For the sphere, the North and the South Poles are the only zeros of the given Morse vector field. At the South Pole, we attach a half sphere, whose Euler characteristic is 1 (1 is also equal to the index of the Morse vector field at the South Pole). At the North Pole, we also attach a half sphere. The two half spheres are joined together at the equator. Then the Euler characteristic of the sphere, 2, computed by adding the Euler characteristics of the two given halves. And 2 is also equal to the sum of the vector field indices at the North and South Poles.

For the doughnut, the North and the South Poles together with the two points A and B of Figure 3 are the only zeros of the given Morse vector field. At the North and South Poles the situation is similar to the sphere case. At the two points A and B we attach a “pair of pants,” i.e., two cylinders glued together along a point. The Euler Characteristic of a pair of pants is -1, the same as the index of our Morse vector field on it. The Euler Characteristic of the doughnut is therefore 0, computed by adding the Euler characteristic of the two given half spheres to the Euler Characteristic of the two pairs of pants. And 0 is also equal to the sum of the Morse vector field indices at the four zeros.
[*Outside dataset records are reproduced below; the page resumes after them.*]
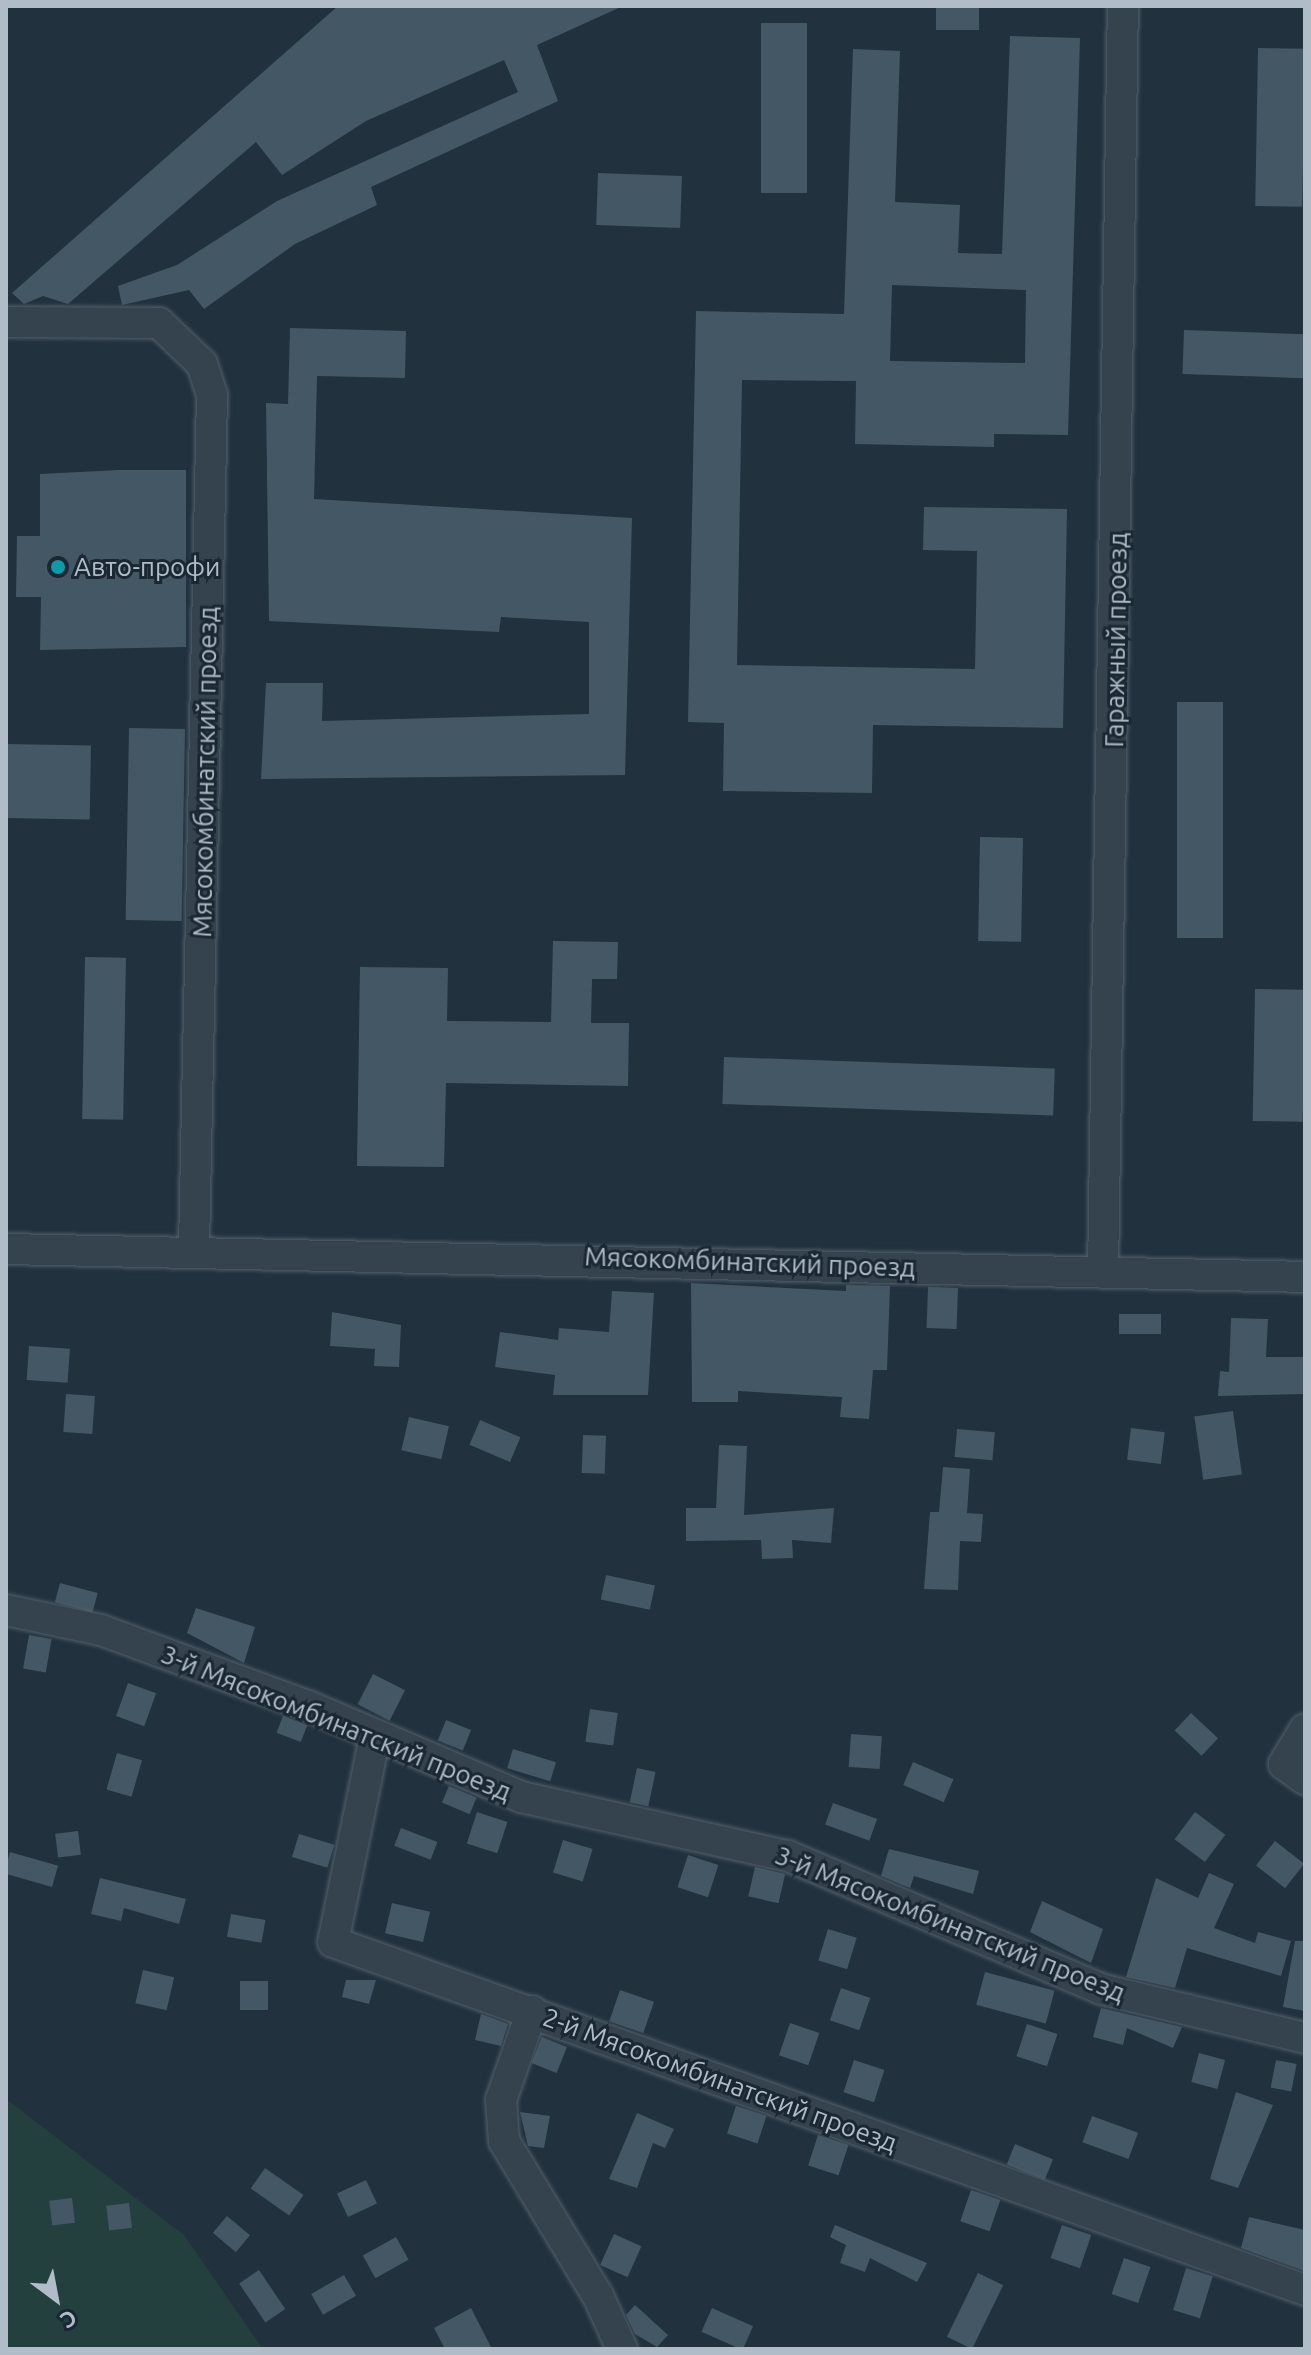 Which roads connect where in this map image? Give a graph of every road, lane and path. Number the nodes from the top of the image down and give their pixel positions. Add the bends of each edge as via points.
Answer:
1 (1123, 6) edge
2 (6, 322) edge
3 (6, 1249) edge
4 (194, 1250) junction
5 (1103, 1273) junction
6 (1305, 1277) edge
7 (6, 1610) edge
8 (1305, 1729) edge
9 (375, 1736) junction
10 (1305, 1779) edge
11 (532, 2011) junction
12 (1305, 2038) edge
13 (1305, 2290) edge
14 (622, 2349) edge

1 - 5 street, Гаражный проезд
2 - 4 street, Мясокомбинатский проезд via 159,323 202,364 212,395
3 - 4 street, Мясокомбинатский проезд
4 - 5 street, Мясокомбинатский проезд
5 - 6 street, Мясокомбинатский проезд
7 - 9 street, 3-й Мясокомбинатский проезд via 101,1630
8 - 10 street via 1284,1764
9 - 11 street, 2-й Мясокомбинатский проезд via 333,1942
9 - 12 street, 3-й Мясокомбинатский проезд via 521,1797 788,1856 1101,1989
11 - 13 street, 2-й Мясокомбинатский проезд via 1149,2240
11 - 14 street via 501,2100 504,2141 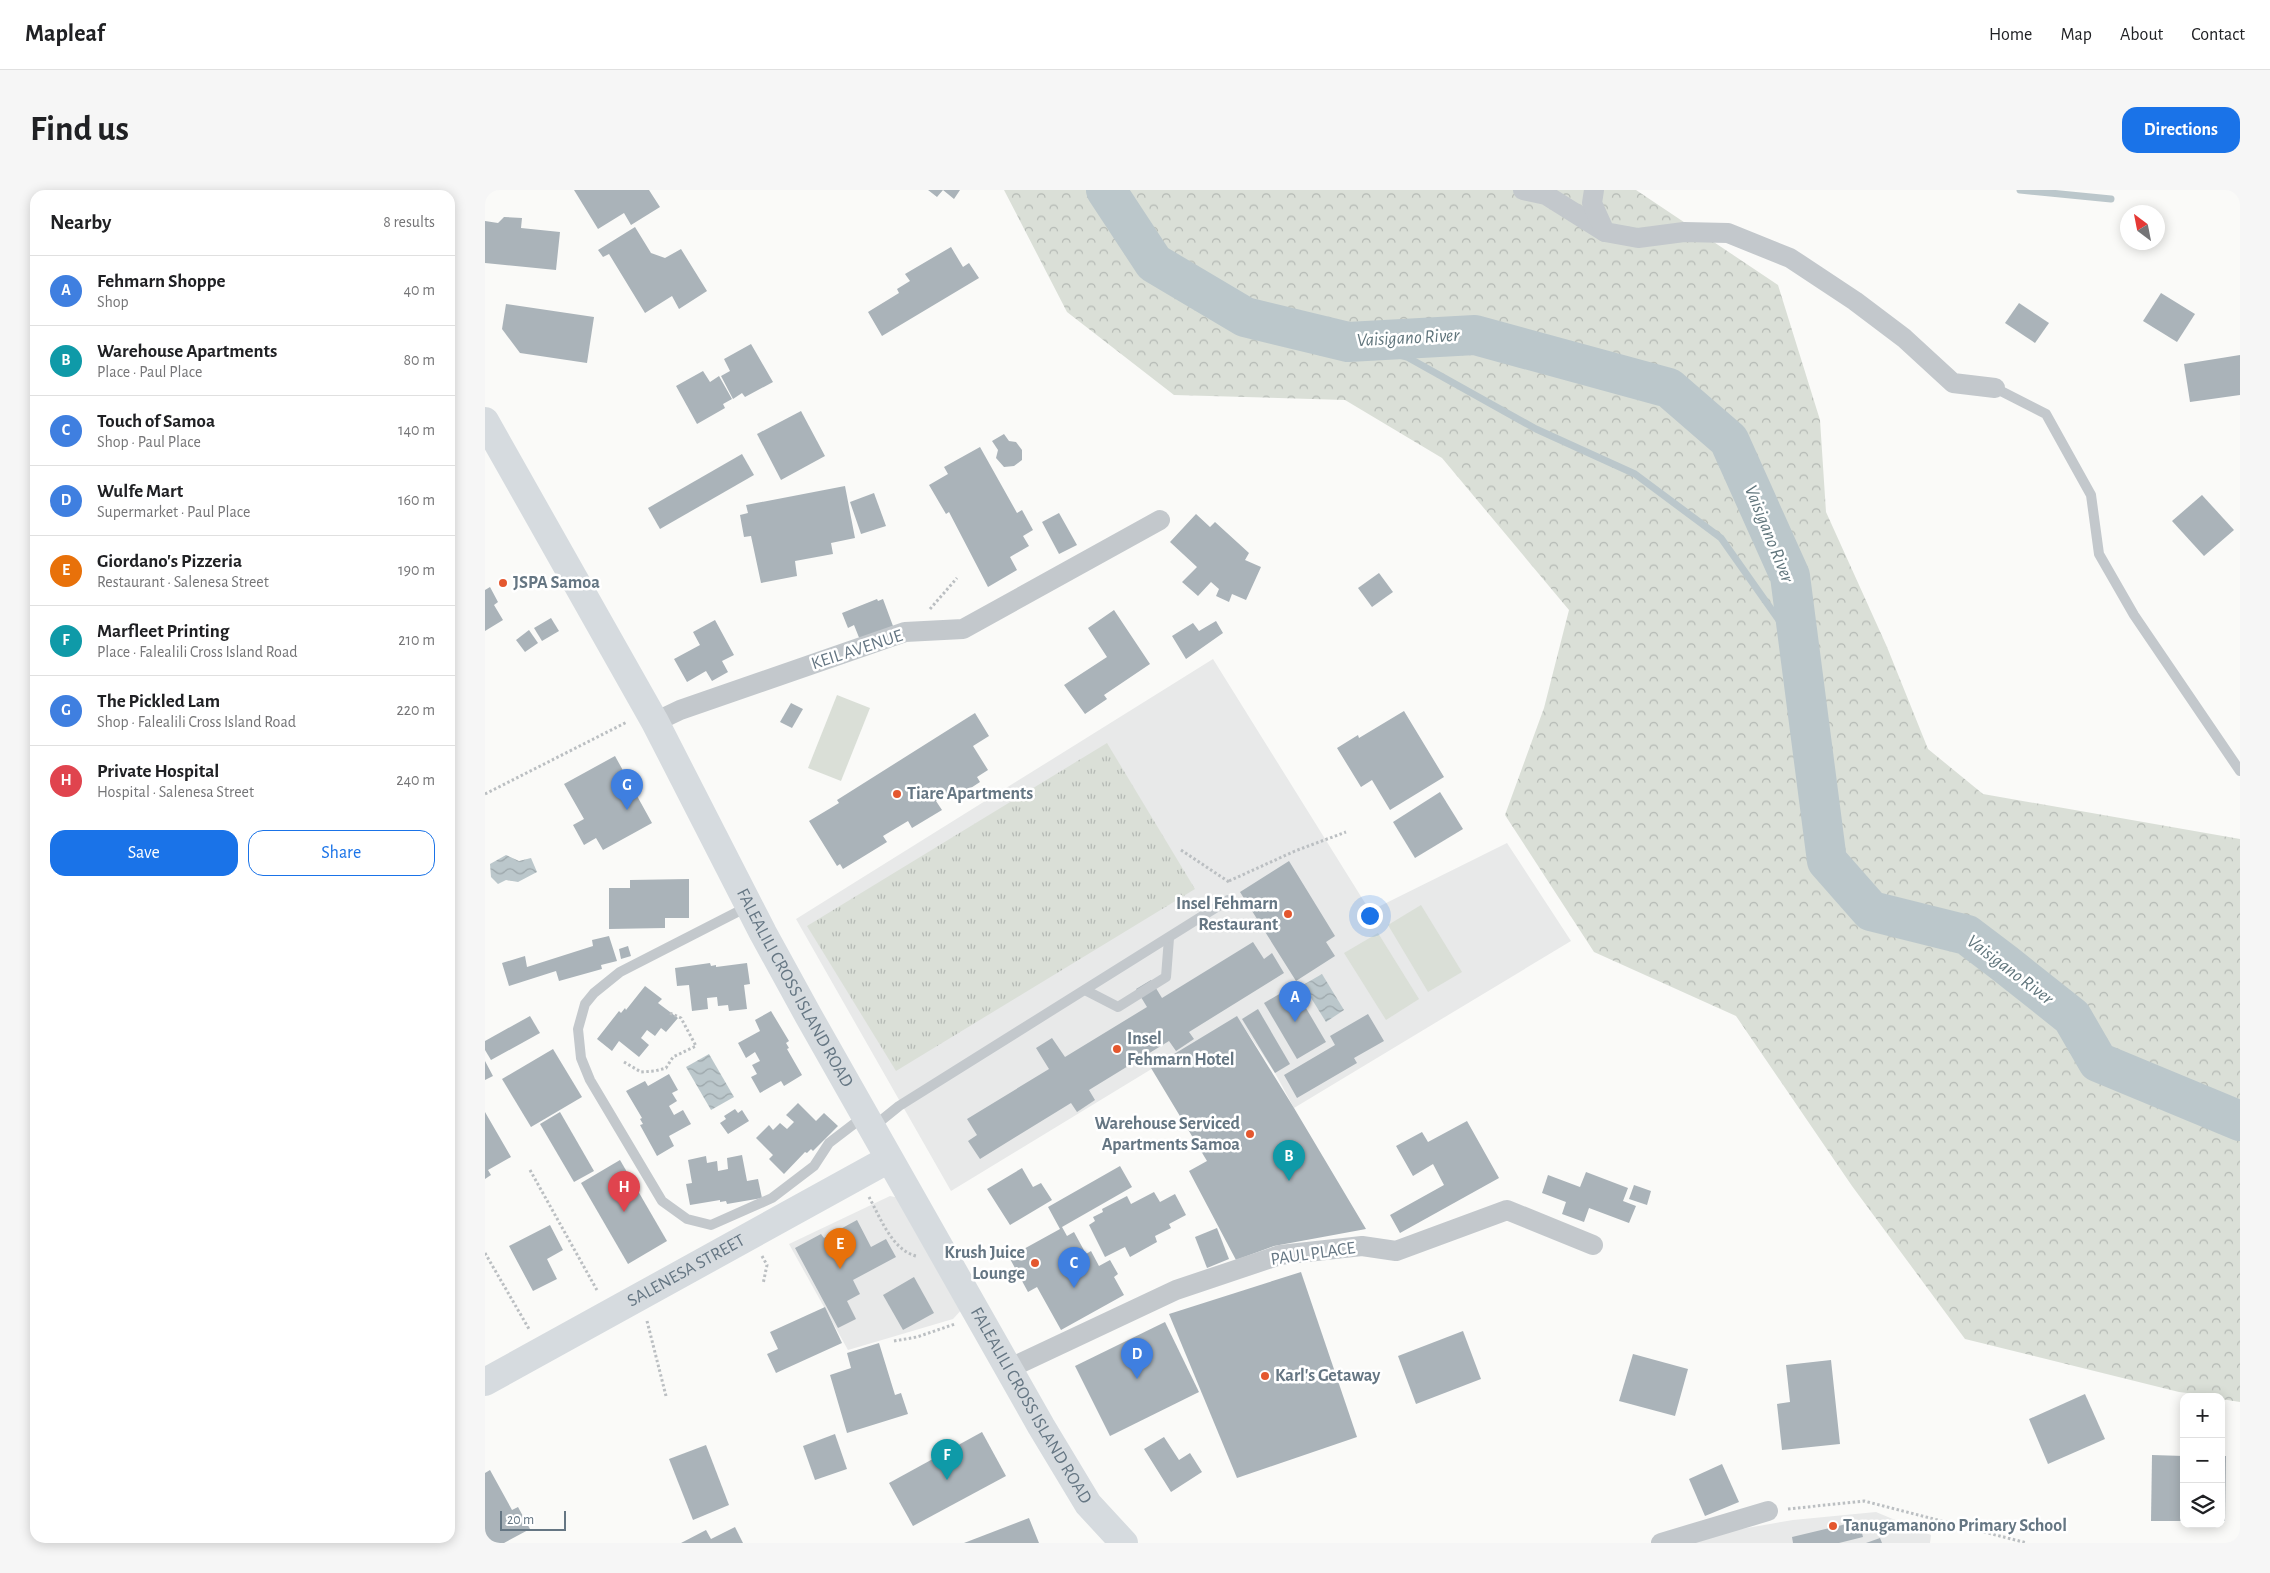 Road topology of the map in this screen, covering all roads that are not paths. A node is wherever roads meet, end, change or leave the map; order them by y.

Illustrations Figure 1: It is not possible to “comb” a sphere without a bold spot Figure 2: A Morse vector field on the sphere Figure 3: A Morse vector field on the doughnut

References

[1] Victor Guillemin and Alan Pollack, Differential Topology. Prentice-Hall, Inc., Englewood Cliffs, N.J., 1974. [2] J. W. Milnor, Morse Theory, Annals Studies 51, Princeton University Press, Princeton, 1961. [3] J. W. Milnor, Topology from the Differential Viewpoint, The University Press of Virginia, Charlottesville, 1981.